Implementing your own middleware

The interface for middleware is defined in Middleware. There are 3 ways how middleware can be used: 1. Perform custom logic before request is processed (implement on_request method) 2. Perform custom logic before response is returned to the scraper logic (implement on_response method) 3. Provide some additional functionality a for the scraper implementation - scraper can call any middleware method using ScraperContext.
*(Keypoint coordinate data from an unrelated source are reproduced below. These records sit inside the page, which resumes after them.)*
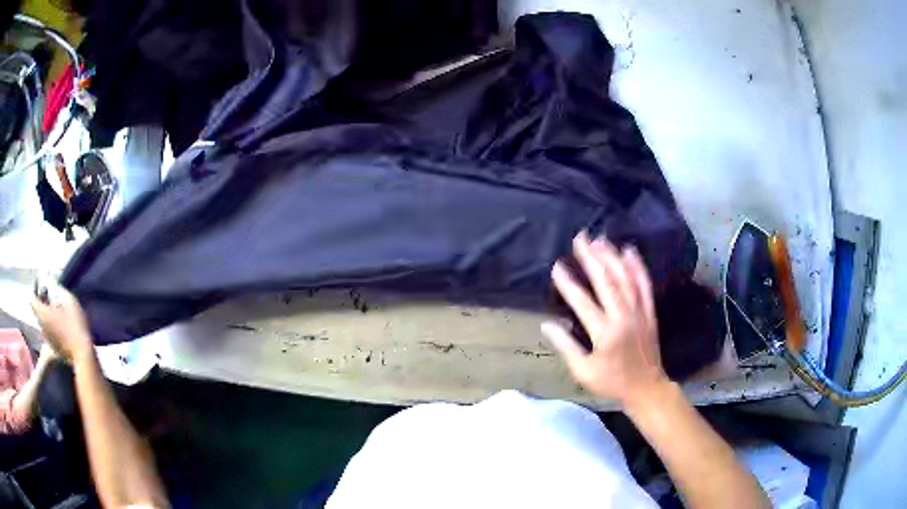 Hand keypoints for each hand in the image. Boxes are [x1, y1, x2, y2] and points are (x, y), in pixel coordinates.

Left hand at [31, 285, 93, 362]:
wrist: (83, 355)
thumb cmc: (75, 325)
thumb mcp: (69, 300)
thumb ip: (58, 289)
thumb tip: (50, 281)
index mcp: (43, 314)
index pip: (32, 299)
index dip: (35, 289)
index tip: (41, 284)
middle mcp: (42, 327)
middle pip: (38, 311)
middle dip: (42, 301)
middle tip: (51, 295)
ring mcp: (48, 339)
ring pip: (43, 322)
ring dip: (47, 314)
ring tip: (57, 310)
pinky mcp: (54, 347)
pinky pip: (49, 331)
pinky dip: (52, 325)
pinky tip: (61, 324)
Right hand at [542, 232, 668, 407]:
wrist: (646, 387)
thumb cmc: (611, 383)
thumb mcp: (583, 371)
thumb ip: (566, 346)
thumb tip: (546, 325)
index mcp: (605, 333)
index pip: (583, 302)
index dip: (568, 283)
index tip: (556, 266)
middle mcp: (623, 317)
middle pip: (606, 281)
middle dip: (591, 257)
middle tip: (580, 238)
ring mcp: (639, 312)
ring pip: (626, 278)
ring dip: (612, 256)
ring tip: (600, 239)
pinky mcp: (649, 311)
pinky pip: (644, 285)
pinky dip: (637, 266)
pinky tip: (630, 251)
Each middleware is added as an attribute to the passed context, so you can call it like context.<middleware_name>.<middleware_method>(...)

Middleware implementation example

On request middleware

Each request is wrapped in the Request class and you can modify its parameters before it’s dispatched, here’s the schema:

@dataclass
class Request:
    method: HttpMethod
    url: str
    headers: HttpHeaders | None = None
    kwargs: dict[str, Any] | None = None

Here’s the example of the middleware which logs each request URL:

import logging
from typing import Any

import aiohttp
from pydantic import BaseModel

from sneakpeek.middlewares.utils import parse_config_from_obj
from sneakpeek.scraper.model import Middleware, Request


# Each middleware can be configured, its configuration can be
# set globally for all requests or it can be overriden for
# specific scrapers
class MyLoggingMiddlewareConfig(BaseModel):
    some_param: str = "defaul value"

class MyMiddleware(BeforeRequestMiddleware):
  """Middleware description"""

  def __init__(self, default_config: MyLoggingMiddlewareConfig | None = None) -> None:
      self._default_config = default_config or MyLoggingMiddlewareConfig()
      self._logger = logging.getLogger(__name__)

  # The name property is mandatory, it's used in scraper config to override
  # middleware configuration for the given scraper
  @property
  def name(self) -> str:
      return "my_middleware"

  async def on_request(self, request: Request, config: Any | None) -> Request:
      # This converts freeform dictionary into a typed config (it's optional)
      config = parse_config_from_obj(
          config,
          self.name,
          MyLoggingMiddlewareConfig,
          self._default_config,
      )
      self._logger.info(f"Making {request.method.upper()} to {request.url}. {config.some_param}")
      return request

On response middleware

On response method recieves both request and response objects. Response is aiohttp.ClientResponse object.

Here’s the example of the middleware which logs each response body:

import logging
from typing import Any

import aiohttp
from pydantic import BaseModel

from sneakpeek.middleware.base import parse_config_from_obj
from sneakpeek.scraper.model import Middleware, Request


# Each middleware can be configured, its configuration can be
# set globally for all requests or it can be overriden for
# specific scrapers
class MyLoggingMiddlewareConfig(BaseModel):
    some_param: str = "defaul value"


class MyOnResponseMiddleware(Middleware):
  """Middleware description"""

  def __init__(self, default_config: MyLoggingMiddlewareConfig | None = None) -> None:
      self._default_config = default_config or MyLoggingMiddlewareConfig()
      self._logger = logging.getLogger(__name__)

  # The name property is mandatory, it's used in scraper config to override
  # middleware configuration for the given scraper
  @property
  def name(self) -> str:
      return "my_middleware"

  async def on_response(
      self,
      request: Request,
      response: aiohttp.ClientResponse,
      config: Any | None,
  ) -> aiohttp.ClientResponse:
      config = parse_config_from_obj(
          config,
          self.name,
          MyLoggingMiddlewareConfig,
          self._default_config,
      )
      response_body = await response.text()
      self._logger.info(f"Made {request.method.upper()} request to {request.url} - received: status={response.status} body={response_body}")
      return response

Functional middleware

If the middleware doesn’t need to interact with the request or response you can derive it from BaseMiddleware, so that both on_request and on_response method are implemented as pass-through.

Here’s an example of such implementation

import logging
from typing import Any

from sneakpeek.middleware.base import parse_config_from_obj, BaseMiddleware


class MyFunctionalMiddleware(BaseMiddleware):
  """Middleware description"""

  def __init__(self) -> None:
      self._logger = logging.getLogger(__name__)

  # The name property is mandatory, it's used in scraper config to override
  # middleware configuration for the given scraper
  @property
  def name(self) -> str:
      return "my_middleware"

  # This function will be available for scrapers by using
  # `context.my_middleware.custom_funct(some_arg)`
  def custom_func(self, arg1: Any) -> Any:
      return do_something(arg1)